**Provided material**
=== Section Start ===

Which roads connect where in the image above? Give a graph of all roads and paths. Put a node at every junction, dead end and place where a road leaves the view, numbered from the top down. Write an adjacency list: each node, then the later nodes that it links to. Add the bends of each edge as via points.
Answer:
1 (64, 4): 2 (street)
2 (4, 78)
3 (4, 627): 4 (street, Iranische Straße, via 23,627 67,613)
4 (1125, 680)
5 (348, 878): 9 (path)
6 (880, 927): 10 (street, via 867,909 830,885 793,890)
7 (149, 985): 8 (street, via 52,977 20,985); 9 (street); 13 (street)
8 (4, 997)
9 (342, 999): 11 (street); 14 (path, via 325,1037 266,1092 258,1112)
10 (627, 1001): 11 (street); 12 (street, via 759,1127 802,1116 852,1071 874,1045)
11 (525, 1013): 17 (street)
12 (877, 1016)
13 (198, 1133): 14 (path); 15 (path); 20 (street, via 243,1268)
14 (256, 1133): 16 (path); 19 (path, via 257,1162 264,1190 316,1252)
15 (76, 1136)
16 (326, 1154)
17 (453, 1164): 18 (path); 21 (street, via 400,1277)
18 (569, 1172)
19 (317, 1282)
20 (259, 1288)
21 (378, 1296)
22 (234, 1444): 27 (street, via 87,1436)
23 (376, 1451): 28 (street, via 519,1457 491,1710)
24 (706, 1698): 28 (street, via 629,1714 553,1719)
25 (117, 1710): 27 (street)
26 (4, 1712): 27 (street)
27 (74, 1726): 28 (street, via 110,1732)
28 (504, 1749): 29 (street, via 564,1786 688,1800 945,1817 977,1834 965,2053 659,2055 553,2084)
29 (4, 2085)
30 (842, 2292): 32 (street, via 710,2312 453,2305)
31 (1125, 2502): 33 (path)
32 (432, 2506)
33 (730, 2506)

=== Section End ===
=== Section Start ===

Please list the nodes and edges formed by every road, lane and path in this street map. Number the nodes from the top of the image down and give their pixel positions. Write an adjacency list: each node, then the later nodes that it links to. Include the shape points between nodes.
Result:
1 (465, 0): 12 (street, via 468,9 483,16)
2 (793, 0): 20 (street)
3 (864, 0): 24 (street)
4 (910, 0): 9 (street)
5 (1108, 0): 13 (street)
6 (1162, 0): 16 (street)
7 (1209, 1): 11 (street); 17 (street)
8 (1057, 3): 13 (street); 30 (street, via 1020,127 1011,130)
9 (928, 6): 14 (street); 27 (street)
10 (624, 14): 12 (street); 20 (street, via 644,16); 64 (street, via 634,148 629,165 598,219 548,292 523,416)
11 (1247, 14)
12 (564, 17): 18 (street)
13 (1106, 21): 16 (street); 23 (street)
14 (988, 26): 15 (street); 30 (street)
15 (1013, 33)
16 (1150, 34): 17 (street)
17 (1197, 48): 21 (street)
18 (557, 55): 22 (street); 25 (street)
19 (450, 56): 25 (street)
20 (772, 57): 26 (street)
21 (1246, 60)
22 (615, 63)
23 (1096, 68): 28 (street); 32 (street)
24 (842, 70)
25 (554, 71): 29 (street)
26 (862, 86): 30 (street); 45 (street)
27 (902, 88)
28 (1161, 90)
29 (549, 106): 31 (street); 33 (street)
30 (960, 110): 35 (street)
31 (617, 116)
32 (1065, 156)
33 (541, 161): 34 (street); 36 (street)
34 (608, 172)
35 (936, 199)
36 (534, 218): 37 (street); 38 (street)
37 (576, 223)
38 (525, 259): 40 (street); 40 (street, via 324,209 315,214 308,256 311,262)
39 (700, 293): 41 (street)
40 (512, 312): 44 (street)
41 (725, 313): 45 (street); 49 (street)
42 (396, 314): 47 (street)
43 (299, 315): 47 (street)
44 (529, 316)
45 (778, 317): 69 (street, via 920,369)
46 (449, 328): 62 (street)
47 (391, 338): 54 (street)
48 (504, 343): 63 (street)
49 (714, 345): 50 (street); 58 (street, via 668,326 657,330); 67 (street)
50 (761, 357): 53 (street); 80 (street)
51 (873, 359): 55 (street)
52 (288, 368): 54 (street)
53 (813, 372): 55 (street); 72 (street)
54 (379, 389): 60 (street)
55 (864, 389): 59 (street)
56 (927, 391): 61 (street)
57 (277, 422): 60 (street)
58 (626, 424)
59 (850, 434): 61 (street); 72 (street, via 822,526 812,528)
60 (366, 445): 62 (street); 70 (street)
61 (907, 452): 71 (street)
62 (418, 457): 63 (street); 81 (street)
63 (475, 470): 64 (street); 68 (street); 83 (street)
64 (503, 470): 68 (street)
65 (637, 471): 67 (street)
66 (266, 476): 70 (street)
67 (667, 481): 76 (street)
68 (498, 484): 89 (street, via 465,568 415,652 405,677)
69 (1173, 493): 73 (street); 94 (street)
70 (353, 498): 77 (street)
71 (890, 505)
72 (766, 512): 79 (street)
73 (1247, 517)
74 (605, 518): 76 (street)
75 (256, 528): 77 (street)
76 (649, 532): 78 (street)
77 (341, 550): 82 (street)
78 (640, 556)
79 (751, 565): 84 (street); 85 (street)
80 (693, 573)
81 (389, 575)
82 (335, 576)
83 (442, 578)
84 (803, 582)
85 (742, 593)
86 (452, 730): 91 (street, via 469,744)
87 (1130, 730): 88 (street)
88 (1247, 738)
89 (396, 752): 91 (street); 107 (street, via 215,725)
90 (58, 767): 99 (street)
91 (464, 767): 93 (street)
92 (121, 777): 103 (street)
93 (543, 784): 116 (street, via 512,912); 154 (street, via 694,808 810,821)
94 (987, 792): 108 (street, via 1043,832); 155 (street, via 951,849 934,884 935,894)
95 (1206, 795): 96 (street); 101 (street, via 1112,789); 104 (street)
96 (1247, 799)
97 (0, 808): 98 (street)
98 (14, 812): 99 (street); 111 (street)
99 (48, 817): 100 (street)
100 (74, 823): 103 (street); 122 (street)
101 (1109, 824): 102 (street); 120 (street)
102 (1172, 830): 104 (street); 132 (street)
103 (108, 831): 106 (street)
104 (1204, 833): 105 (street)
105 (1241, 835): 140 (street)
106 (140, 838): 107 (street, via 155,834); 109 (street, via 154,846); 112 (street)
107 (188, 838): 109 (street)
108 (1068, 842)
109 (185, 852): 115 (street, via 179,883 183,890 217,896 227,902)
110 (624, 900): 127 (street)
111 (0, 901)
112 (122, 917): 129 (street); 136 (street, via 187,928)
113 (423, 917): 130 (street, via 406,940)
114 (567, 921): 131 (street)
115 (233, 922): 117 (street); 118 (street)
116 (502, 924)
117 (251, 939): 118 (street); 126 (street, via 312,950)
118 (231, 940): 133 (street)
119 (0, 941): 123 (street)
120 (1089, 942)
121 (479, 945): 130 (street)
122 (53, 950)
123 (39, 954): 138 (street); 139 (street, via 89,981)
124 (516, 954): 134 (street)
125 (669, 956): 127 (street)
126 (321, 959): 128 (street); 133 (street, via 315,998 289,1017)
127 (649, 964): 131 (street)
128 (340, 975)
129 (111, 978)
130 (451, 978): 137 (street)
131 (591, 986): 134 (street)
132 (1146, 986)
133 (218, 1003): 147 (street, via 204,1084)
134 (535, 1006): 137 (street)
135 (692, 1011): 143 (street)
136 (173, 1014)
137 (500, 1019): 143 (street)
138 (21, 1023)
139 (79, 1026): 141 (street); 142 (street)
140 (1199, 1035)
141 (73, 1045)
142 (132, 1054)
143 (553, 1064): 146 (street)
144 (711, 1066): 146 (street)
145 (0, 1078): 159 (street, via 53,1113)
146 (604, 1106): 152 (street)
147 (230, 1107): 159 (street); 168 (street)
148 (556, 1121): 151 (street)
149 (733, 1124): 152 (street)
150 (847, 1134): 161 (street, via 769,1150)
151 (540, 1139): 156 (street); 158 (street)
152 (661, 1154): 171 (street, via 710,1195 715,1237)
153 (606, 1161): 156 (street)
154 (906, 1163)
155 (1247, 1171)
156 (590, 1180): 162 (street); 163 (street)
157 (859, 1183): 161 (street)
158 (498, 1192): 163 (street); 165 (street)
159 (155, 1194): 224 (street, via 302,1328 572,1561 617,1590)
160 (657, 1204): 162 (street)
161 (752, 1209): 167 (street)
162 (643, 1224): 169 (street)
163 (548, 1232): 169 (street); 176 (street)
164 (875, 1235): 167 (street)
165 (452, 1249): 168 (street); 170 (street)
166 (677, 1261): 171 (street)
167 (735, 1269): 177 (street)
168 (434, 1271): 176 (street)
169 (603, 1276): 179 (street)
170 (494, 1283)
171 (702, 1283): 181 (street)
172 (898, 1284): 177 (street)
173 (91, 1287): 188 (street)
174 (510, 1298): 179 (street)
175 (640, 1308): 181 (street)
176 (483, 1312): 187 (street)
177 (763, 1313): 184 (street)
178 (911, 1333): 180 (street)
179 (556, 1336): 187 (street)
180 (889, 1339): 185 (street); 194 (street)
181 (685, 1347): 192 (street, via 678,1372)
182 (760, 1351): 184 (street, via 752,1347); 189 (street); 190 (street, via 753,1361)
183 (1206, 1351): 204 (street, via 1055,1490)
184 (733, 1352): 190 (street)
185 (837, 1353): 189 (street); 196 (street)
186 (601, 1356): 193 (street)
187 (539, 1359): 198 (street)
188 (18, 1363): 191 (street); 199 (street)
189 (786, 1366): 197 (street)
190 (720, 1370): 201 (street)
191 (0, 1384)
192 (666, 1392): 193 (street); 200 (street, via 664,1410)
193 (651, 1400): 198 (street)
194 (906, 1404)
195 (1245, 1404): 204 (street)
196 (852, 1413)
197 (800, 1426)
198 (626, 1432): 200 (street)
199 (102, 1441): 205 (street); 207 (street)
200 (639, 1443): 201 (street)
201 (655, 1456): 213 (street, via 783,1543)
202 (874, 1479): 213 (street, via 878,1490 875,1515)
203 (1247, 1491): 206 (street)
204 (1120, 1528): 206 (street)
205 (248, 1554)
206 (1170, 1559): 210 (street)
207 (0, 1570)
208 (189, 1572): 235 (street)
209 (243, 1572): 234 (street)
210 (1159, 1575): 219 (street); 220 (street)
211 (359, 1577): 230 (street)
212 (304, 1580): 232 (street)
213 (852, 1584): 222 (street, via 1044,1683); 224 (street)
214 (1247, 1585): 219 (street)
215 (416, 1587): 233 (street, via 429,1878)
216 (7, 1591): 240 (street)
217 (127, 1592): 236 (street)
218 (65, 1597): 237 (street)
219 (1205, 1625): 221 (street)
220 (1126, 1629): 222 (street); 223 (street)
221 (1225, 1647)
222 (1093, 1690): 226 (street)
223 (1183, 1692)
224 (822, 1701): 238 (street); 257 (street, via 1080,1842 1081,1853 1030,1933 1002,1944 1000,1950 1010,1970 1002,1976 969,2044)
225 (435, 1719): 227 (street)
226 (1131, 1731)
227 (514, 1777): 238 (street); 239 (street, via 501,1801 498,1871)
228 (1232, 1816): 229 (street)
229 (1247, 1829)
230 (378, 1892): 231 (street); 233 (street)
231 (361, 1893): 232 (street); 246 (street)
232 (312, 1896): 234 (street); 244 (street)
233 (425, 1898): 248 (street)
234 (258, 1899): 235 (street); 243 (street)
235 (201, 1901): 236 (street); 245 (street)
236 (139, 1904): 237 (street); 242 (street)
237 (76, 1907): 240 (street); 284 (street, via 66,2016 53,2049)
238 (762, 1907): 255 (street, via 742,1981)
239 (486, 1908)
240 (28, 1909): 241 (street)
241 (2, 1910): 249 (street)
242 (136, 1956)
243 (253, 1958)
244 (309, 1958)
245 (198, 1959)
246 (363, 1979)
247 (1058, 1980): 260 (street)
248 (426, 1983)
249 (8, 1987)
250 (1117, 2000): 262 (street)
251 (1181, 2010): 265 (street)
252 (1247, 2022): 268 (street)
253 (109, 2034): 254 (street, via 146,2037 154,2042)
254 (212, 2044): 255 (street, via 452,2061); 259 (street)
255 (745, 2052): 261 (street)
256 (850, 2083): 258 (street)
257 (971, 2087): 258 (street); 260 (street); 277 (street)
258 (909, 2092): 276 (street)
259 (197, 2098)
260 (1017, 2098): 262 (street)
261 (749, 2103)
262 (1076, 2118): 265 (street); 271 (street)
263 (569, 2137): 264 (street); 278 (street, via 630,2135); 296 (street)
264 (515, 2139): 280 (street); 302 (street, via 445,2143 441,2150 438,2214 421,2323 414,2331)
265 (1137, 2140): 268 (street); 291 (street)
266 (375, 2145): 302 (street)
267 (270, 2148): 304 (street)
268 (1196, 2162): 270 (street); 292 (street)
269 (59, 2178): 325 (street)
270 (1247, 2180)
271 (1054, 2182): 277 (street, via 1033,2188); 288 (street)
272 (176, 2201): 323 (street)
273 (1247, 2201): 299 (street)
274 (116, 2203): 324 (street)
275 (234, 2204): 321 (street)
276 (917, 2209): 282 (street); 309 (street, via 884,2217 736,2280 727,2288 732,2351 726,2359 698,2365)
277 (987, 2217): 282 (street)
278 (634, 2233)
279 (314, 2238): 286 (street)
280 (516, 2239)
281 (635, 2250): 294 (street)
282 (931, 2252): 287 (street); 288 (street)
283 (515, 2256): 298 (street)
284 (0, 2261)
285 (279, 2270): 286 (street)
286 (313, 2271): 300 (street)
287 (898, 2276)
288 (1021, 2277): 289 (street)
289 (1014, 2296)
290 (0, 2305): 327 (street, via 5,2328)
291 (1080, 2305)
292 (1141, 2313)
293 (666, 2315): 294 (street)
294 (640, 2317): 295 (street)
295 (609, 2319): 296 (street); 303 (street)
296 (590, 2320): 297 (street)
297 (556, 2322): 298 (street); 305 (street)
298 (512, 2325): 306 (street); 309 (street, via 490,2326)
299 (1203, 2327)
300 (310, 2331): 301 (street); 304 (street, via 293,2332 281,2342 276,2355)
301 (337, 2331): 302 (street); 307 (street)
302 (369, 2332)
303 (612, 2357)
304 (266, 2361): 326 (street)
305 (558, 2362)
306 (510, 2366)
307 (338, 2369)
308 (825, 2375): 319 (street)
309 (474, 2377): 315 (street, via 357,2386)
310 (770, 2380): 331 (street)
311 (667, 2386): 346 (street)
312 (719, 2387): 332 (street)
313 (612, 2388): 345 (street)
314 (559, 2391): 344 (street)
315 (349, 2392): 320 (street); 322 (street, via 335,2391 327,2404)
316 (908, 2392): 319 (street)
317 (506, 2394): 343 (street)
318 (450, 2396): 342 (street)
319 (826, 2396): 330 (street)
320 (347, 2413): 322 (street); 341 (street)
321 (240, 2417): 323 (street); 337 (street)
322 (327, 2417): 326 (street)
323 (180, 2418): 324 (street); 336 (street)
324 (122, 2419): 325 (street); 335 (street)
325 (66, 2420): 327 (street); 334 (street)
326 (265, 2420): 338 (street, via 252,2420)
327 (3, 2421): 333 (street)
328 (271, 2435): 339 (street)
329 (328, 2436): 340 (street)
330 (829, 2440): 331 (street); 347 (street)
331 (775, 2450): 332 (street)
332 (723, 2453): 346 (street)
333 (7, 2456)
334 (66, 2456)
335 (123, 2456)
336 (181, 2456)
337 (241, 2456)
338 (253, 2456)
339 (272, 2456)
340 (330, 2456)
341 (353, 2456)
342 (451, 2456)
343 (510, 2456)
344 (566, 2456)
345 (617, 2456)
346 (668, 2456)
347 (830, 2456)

=== Section End ===

**Task item**
Across the records, how many lines carry the word "adjacency"? The answer should be a number alone.

**Solved problem**
2